Reviews

Hit

Alice Tuan’s new drama receives its world premiere at the Los Angeles Theatre Center.

A scene from Hit, by Alice Tuan, at Los Angeles Theatre Center.
A scene from Hit, by Alice Tuan, at Los Angeles Theatre Center.
(© Ed Krieger)

The new play Hit by Alice Tuan, currently playing Los Angeles Theatre Center, unevenly shifts from hard-hitting drama to black comedy to avant-garde theater yet never makes clear its intentions. And though the actors are skilled professionals, they are not able to make the script's unlikable characters relatable.

After twentysomething Kim (Kahyun Kim) crashes her car into that of bartender Mank (Justin Huen), they begin an affair. Kim attempts to use her sexual energy with Mank to give her the confidence to dump Luc (Lenny Von Dohlen), her adoptive mother's lover, who Kim has been sleeping with for 10 years.

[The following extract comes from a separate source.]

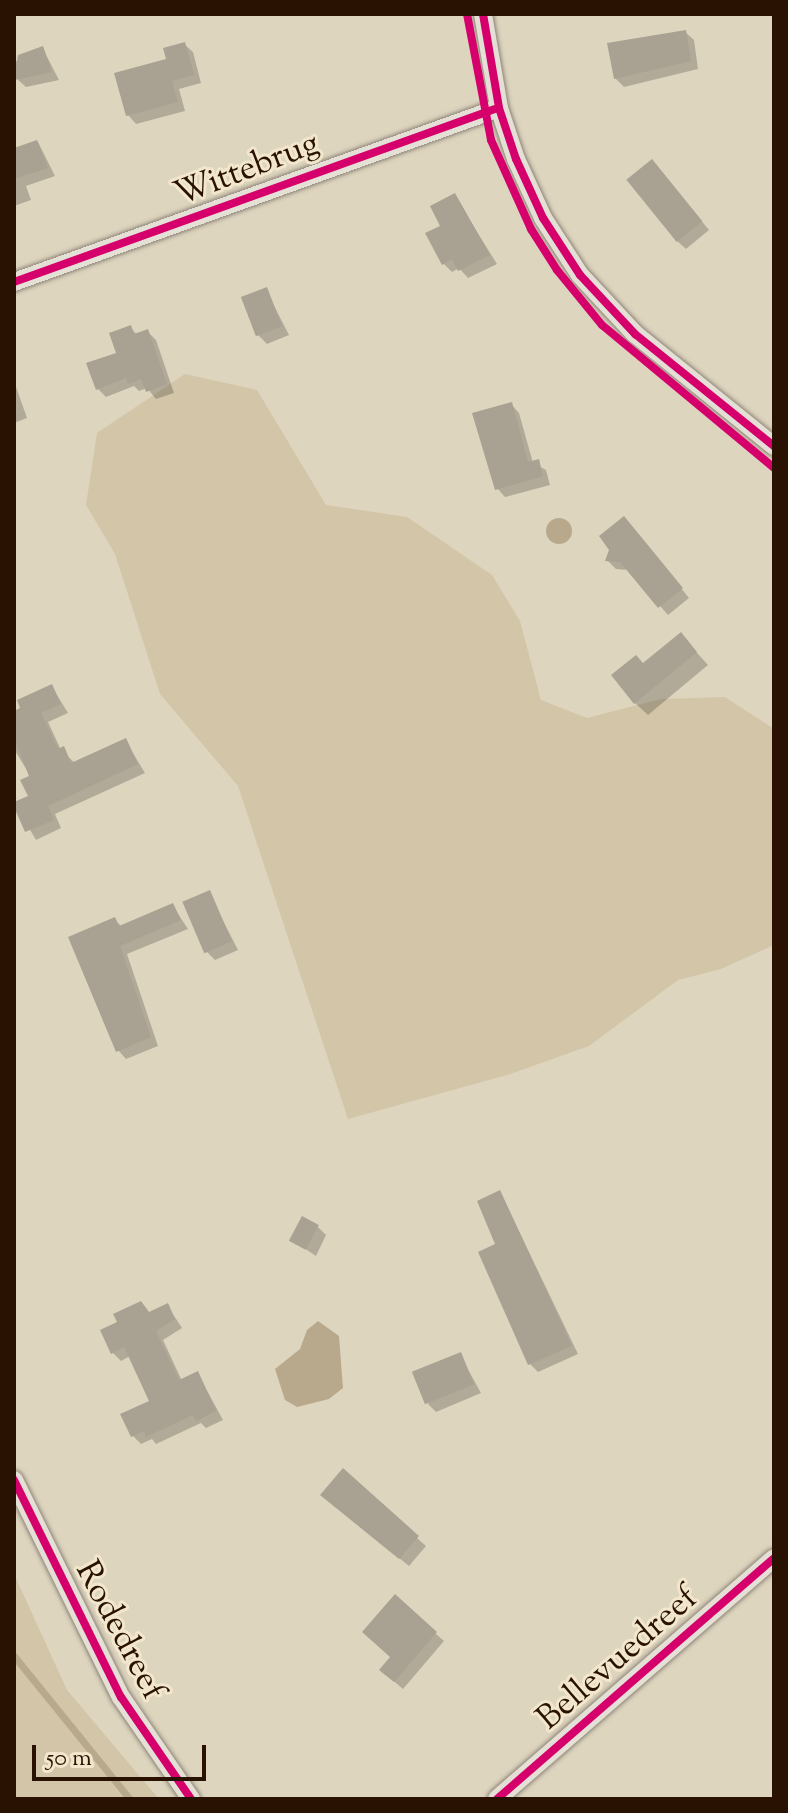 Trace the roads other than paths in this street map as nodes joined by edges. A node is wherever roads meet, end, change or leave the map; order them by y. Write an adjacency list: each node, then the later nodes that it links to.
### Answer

Her best friend, Serena (Taylor Hawthorne), hopes to set Kim on a healthier path, but Serena has her own secrets that complicate the already messy situation.

Kim is a complex character who could have given audiences a glimpse of a lost soul drowning in Los Angeles' disconnected world, but unfortunately she lacks depth. Kim reveals little of her soul despite the audience's knowledge of her bad choices and traumatic youth. Instead, she comes off like a whiner rather than survivor we're meant to see her as. Kahyun Kim's interpretation of Kim is part of the problem. Though Kim's character may be unlikable, she does nothing to convince audiences that her character is worth getting to know.

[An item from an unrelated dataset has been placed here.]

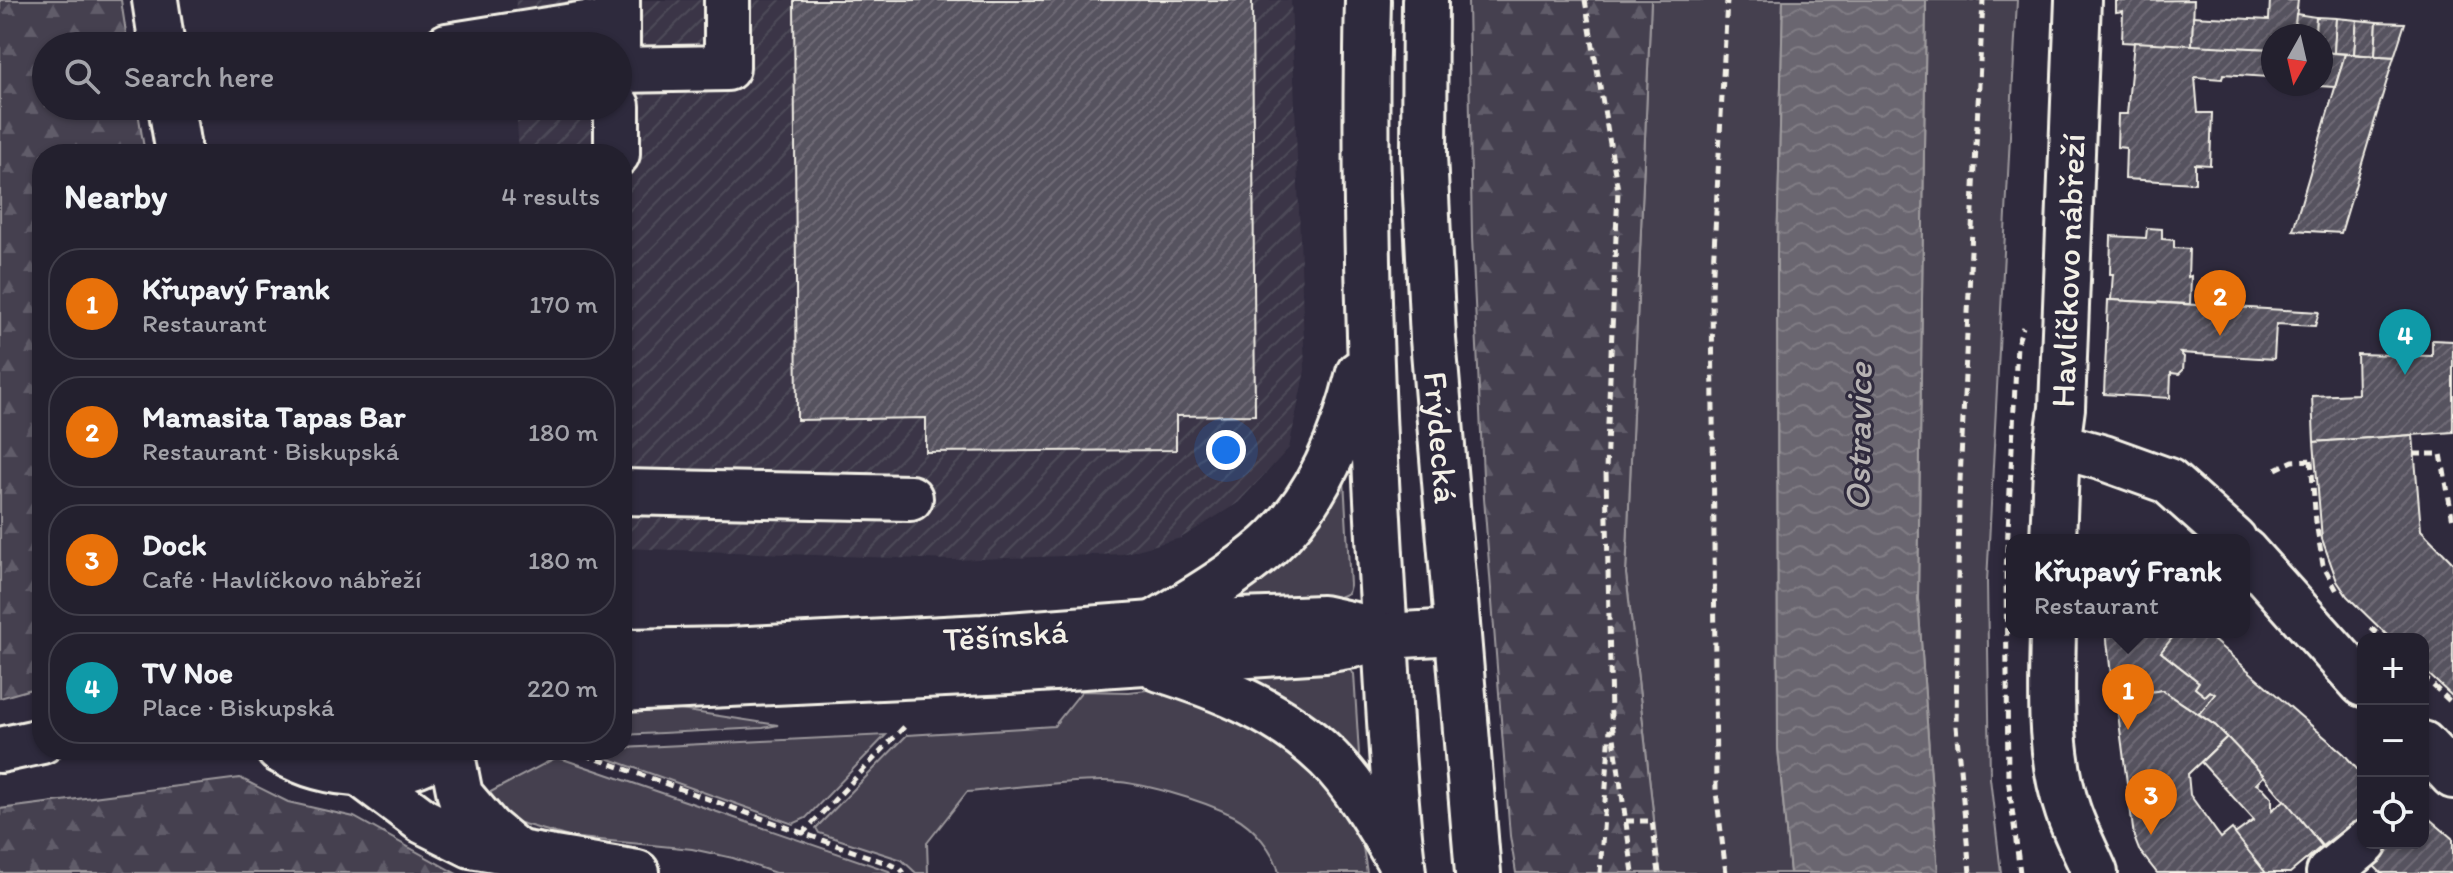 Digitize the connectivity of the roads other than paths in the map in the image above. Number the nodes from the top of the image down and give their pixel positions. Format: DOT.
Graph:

Carolyn Almos, who plays Kim's mentally unstable adoptive mother, is the most intriguing character, one who might have made a better protagonist. Her actions drive the play's momentum more than Kim's, and her choices, though distasteful, are fascinating. Hawthorne also portrays a loving energy as the best friend whose own life choices are sublimated so she instead can be Kim's voice of reason. As the sleazy and self-involved Luc, Von Dohlen is an enthralling villain.

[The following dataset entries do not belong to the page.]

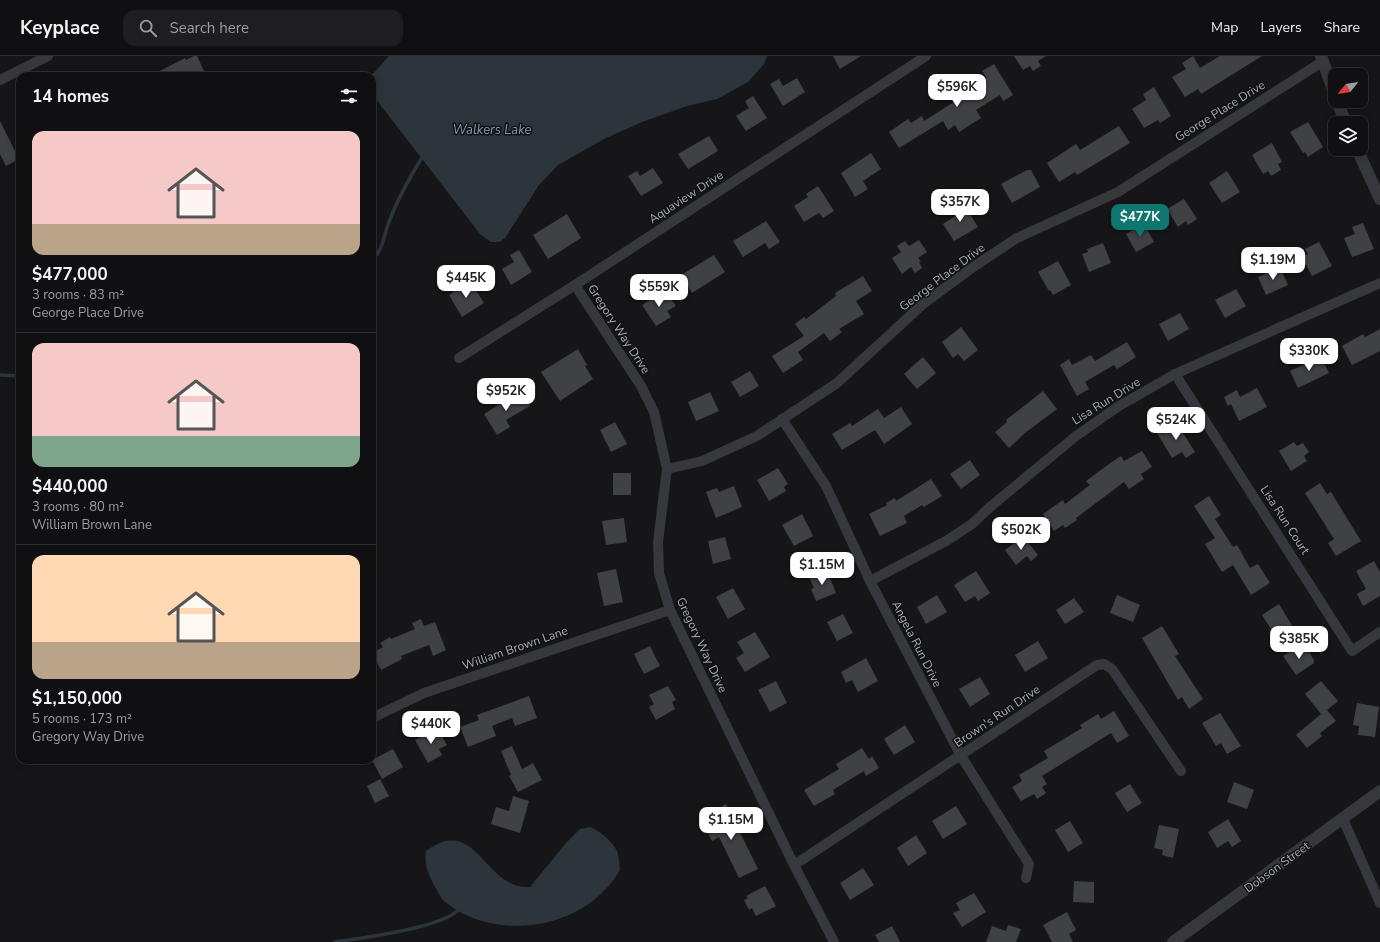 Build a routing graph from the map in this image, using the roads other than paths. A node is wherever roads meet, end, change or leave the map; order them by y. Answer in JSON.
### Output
{"nodes":[{"id":1,"x":48,"y":56,"type":"edge"},
{"id":2,"x":926,"y":56,"type":"edge"},
{"id":3,"x":1321,"y":59,"type":"edge"},
{"id":4,"x":1328,"y":77,"type":"edge"},
{"id":5,"x":0,"y":80,"type":"edge"},
{"id":6,"x":1360,"y":156,"type":"edge"},
{"id":7,"x":1380,"y":199,"type":"edge"},
{"id":8,"x":1380,"y":283,"type":"edge"},
{"id":9,"x":575,"y":285,"type":"junction"},
{"id":10,"x":459,"y":358,"type":"dead end"},
{"id":11,"x":1176,"y":374,"type":"junction"},
{"id":12,"x":782,"y":419,"type":"junction"},
{"id":13,"x":667,"y":469,"type":"junction"},
{"id":14,"x":870,"y":581,"type":"junction"},
{"id":15,"x":670,"y":610,"type":"junction"},
{"id":16,"x":1380,"y":632,"type":"edge"},
{"id":17,"x":376,"y":716,"type":"edge"},
{"id":18,"x":961,"y":756,"type":"junction"},
{"id":19,"x":1181,"y":771,"type":"dead end"},
{"id":20,"x":1380,"y":791,"type":"edge"},
{"id":21,"x":1343,"y":819,"type":"junction"},
{"id":22,"x":794,"y":865,"type":"junction"},
{"id":23,"x":1026,"y":878,"type":"dead end"},
{"id":24,"x":1380,"y":903,"type":"edge"},
{"id":25,"x":834,"y":942,"type":"edge"},
{"id":26,"x":1173,"y":942,"type":"edge"}],
"edges":[{"from":1,"to":5,"type":"street"},
{"from":2,"to":9,"type":"street","name":"Aquaview Drive"},
{"from":3,"to":4,"type":"street"},
{"from":3,"to":12,"type":"street","name":"George Place Drive"},
{"from":6,"to":7,"type":"street"},
{"from":8,"to":11,"type":"street","name":"Lisa Run Drive"},
{"from":9,"to":10,"type":"street","name":"Aquaview Drive"},
{"from":9,"to":13,"type":"street","name":"Gregory Way Drive"},
{"from":11,"to":14,"type":"street","name":"Lisa Run Drive"},
{"from":11,"to":16,"type":"street","name":"Lisa Run Court"},
{"from":12,"to":13,"type":"street","name":"George Place Drive"},
{"from":12,"to":14,"type":"street","name":"Angela Run Drive"},
{"from":13,"to":15,"type":"street","name":"Gregory Way Drive"},
{"from":14,"to":18,"type":"street","name":"Angela Run Drive"},
{"from":15,"to":17,"type":"street","name":"William Brown Lane"},
{"from":15,"to":22,"type":"street","name":"Gregory Way Drive"},
{"from":18,"to":19,"type":"street","name":"Brown's Run Drive"},
{"from":18,"to":22,"type":"street","name":"Brown's Run Drive"},
{"from":18,"to":23,"type":"street","name":"Angela Run Drive"},
{"from":20,"to":21,"type":"street","name":"Dobson Street"},
{"from":21,"to":24,"type":"street"},
{"from":21,"to":26,"type":"street","name":"Dobson Street"},
{"from":22,"to":25,"type":"street","name":"Gregory Way Drive"}]}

Though some of Tuan's dialogue is insightful (her apt perceptions about Los Angeles and the human condition reveal a talented writer), the play's style is confusing, with some scenes rooted in realism and others in absurdism. There are Oedipal elements, too, including a love triangle between a child and parents, as well as cannibalism à la Titus Andronicus. But the writing doesn't evoke the epic nature of the classics. This play is ordinary at its core with characters that don't warrant such grandiose themes.

In Hit, the theme of toxic individuals infecting others could has dramatic potential. However, because none of play's elements gel, the story is more bewildering than impactful.